A few days later it dawned on me: could I somehow squeeze it in? And so plans were put in place: my flight from Da Nang was brought forward and another car/driver/guide was found to hustle me out there on my last day in Vietnam.
One minor problem – I was due to check in for my flight at 1pm and it was a 6-7 hour return trip. It would be tight!
They picked me up at 6.30am and I sat back for another loong ride out to Nui Dat, near Ba Ria, on the way to Vung Tau on the coast. Even with the help of a ‘short cut’ it was still three hours before we were in the vicinity… and then I was horrified to discover that neither the driver nor guide knew exactly where to go. They fluffed around for about 15mins, stopping no less than six times to ask locals for directions. I couldn’t believe it! (Later he said the area had changed and landmarks he had known were no longer there.)
Eventually we were at the old brick gate posts where I’d been a couple of weeks before, marking the entry to the 1ATF base. Once I understood the lay of the land, I was completely taken aback – the camp was ‘just there’. How easy it would have been to stop here on my first visit! Exasperating.

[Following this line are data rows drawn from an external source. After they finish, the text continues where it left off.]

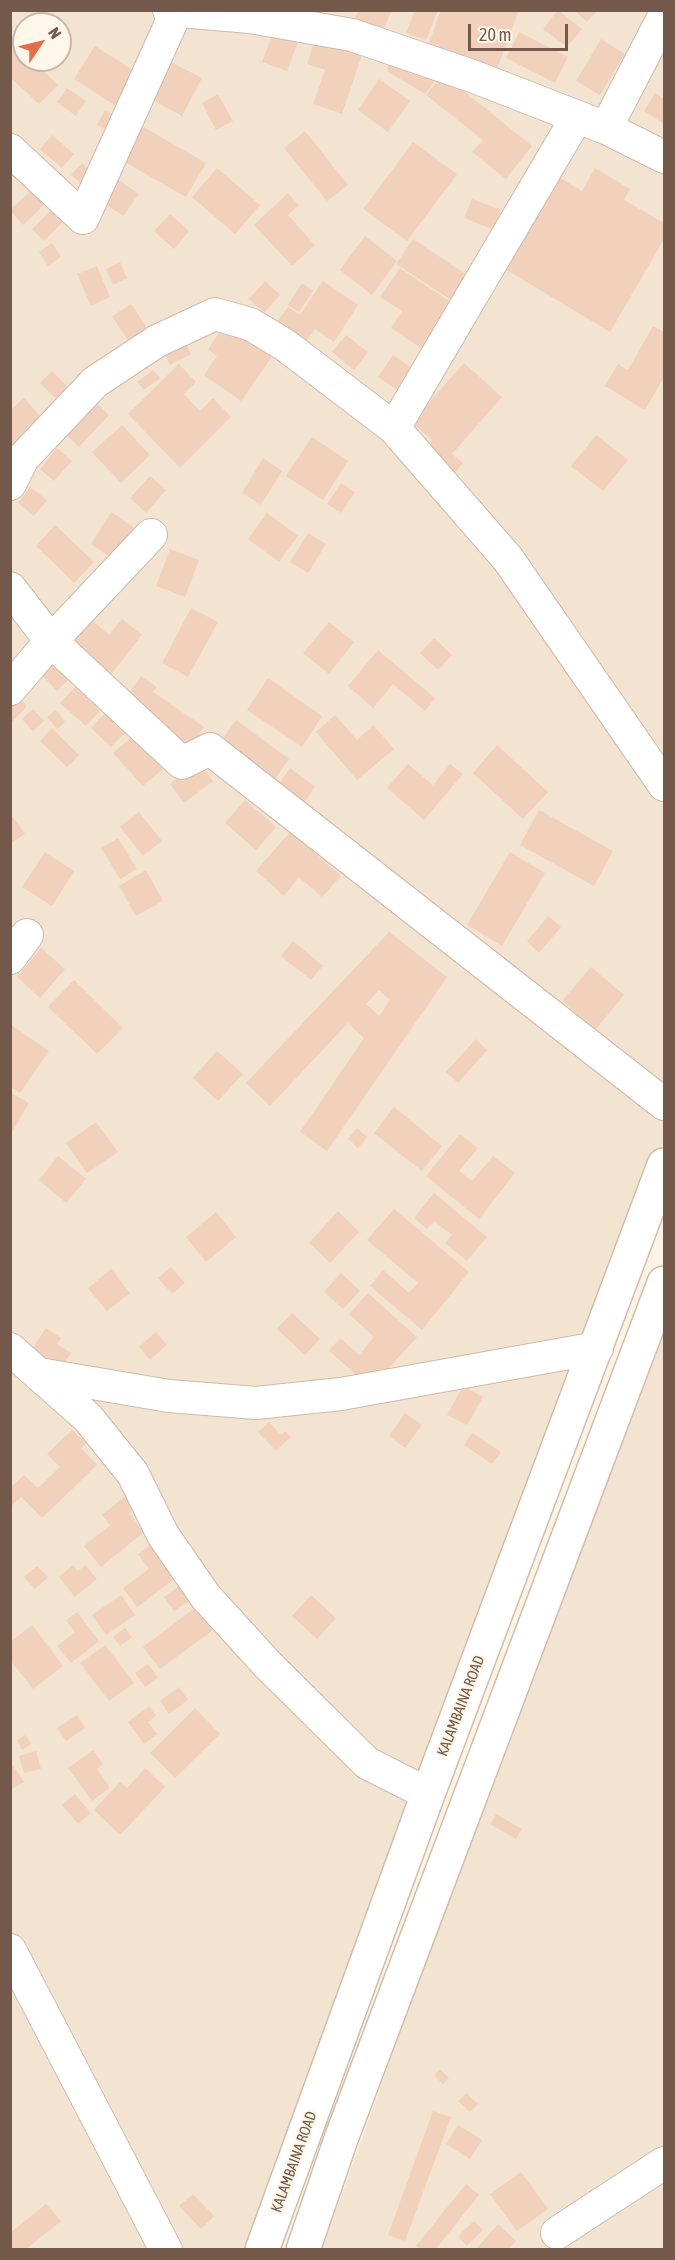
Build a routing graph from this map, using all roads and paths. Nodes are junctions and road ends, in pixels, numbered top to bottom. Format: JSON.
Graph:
{"nodes":[{"id":1,"x":174,"y":11,"type":"edge"},
{"id":2,"x":664,"y":16,"type":"edge"},
{"id":3,"x":577,"y":117,"type":"junction"},
{"id":4,"x":606,"y":128,"type":"junction"},
{"id":5,"x":10,"y":150,"type":"edge"},
{"id":6,"x":664,"y":157,"type":"edge"},
{"id":7,"x":393,"y":428,"type":"junction"},
{"id":8,"x":10,"y":484,"type":"edge"},
{"id":9,"x":151,"y":535,"type":"dead end"},
{"id":10,"x":10,"y":588,"type":"edge"},
{"id":11,"x":51,"y":641,"type":"junction"},
{"id":12,"x":10,"y":689,"type":"edge"},
{"id":13,"x":664,"y":785,"type":"edge"},
{"id":14,"x":664,"y":1104,"type":"edge"},
{"id":15,"x":664,"y":1165,"type":"edge"},
{"id":16,"x":664,"y":1283,"type":"edge"},
{"id":17,"x":597,"y":1348,"type":"junction"},
{"id":18,"x":10,"y":1349,"type":"edge"},
{"id":19,"x":39,"y":1374,"type":"junction"},
{"id":20,"x":428,"y":1794,"type":"junction"},
{"id":21,"x":10,"y":1950,"type":"edge"},
{"id":22,"x":664,"y":2163,"type":"edge"},
{"id":23,"x":557,"y":2233,"type":"dead end"},
{"id":24,"x":166,"y":2250,"type":"edge"},
{"id":25,"x":262,"y":2250,"type":"edge"},
{"id":26,"x":303,"y":2250,"type":"edge"}],
"edges":[{"from":1,"to":3,"type":"street"},
{"from":1,"to":5,"type":"street"},
{"from":2,"to":4,"type":"street"},
{"from":3,"to":4,"type":"street"},
{"from":3,"to":7,"type":"street"},
{"from":4,"to":6,"type":"street"},
{"from":7,"to":8,"type":"street"},
{"from":7,"to":13,"type":"street"},
{"from":9,"to":11,"type":"street"},
{"from":10,"to":11,"type":"street"},
{"from":11,"to":12,"type":"street"},
{"from":11,"to":14,"type":"street"},
{"from":15,"to":17,"type":"main road","name":"KALAMBAINA ROAD"},
{"from":16,"to":26,"type":"main road"},
{"from":17,"to":19,"type":"street"},
{"from":17,"to":20,"type":"main road","name":"KALAMBAINA ROAD"},
{"from":18,"to":19,"type":"street"},
{"from":19,"to":20,"type":"street"},
{"from":20,"to":25,"type":"main road","name":"KALAMBAINA ROAD"},
{"from":21,"to":24,"type":"street"},
{"from":22,"to":23,"type":"street"}]}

We couldn’t stay for long so I blasted around, inspecting the gate posts and wandering through the rubber plantation, down the lines where tents and whatnot had been erected 40 years before. Surreal stuff. I found a few residual remains of concrete structures but there was very little else to be seen. With more time I would have headed in deeper.

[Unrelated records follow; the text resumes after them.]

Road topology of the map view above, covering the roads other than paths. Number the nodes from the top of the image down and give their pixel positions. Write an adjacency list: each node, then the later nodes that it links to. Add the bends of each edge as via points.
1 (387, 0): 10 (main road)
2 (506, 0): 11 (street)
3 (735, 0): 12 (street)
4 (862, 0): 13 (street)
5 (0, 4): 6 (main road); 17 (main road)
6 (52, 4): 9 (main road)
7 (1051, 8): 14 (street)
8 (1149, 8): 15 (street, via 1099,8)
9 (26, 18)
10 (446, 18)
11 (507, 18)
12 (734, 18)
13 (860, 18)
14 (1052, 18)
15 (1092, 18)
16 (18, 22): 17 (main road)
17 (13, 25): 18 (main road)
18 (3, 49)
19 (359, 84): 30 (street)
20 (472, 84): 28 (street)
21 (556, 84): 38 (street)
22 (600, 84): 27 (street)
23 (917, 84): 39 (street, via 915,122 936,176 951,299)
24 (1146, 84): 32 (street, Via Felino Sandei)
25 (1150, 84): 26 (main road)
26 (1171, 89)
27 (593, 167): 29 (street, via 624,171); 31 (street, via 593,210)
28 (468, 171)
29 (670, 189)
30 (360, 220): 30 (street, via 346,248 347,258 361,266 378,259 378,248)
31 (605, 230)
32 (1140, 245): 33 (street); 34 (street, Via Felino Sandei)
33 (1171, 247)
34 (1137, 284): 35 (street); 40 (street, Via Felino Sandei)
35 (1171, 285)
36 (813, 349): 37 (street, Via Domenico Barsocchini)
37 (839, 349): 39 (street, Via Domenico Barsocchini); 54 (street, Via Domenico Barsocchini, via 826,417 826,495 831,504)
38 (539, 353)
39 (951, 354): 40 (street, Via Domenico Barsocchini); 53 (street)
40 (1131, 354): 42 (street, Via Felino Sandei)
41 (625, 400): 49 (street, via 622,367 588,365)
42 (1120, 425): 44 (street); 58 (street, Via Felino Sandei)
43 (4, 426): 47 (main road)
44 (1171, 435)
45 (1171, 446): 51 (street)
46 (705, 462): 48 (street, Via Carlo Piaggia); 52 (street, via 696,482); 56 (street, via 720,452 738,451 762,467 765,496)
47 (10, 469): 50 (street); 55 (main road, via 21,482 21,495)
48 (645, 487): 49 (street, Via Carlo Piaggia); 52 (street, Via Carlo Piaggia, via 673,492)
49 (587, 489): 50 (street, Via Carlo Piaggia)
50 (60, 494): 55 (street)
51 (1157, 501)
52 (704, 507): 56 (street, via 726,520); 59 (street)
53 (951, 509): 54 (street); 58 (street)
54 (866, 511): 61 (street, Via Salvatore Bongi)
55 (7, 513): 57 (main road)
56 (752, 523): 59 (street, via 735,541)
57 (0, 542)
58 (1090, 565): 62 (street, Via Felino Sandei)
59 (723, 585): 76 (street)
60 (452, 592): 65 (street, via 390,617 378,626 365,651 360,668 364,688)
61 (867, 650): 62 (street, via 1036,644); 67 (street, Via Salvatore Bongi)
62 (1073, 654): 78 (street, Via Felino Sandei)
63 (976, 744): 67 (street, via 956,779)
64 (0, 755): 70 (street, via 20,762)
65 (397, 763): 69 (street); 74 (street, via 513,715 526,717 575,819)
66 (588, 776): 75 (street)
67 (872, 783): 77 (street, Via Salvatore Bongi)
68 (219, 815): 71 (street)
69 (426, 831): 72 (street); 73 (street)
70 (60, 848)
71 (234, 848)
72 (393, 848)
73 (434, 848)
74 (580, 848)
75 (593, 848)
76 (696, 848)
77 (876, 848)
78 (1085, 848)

A local man came up behind me and gestured hello, then he and my guide chatted. Turns out he was ex-Viet Cong. He took us over to a sunken well that the camp had apparently used.
It was too rushed really and all too soon it was time to head to the airport where we literally arrived with three minutes to spare. A bit of stress for all concerned but I was very appreciative to both men for their help in getting some closure.
And with that, I went home.
Wow…what a poignant visit. So glad you got to make the trip. I love the pocket guide — what a treasure. Thanks for sharing, Hayley.
Thanks Steph, I was so stoked to pull it off.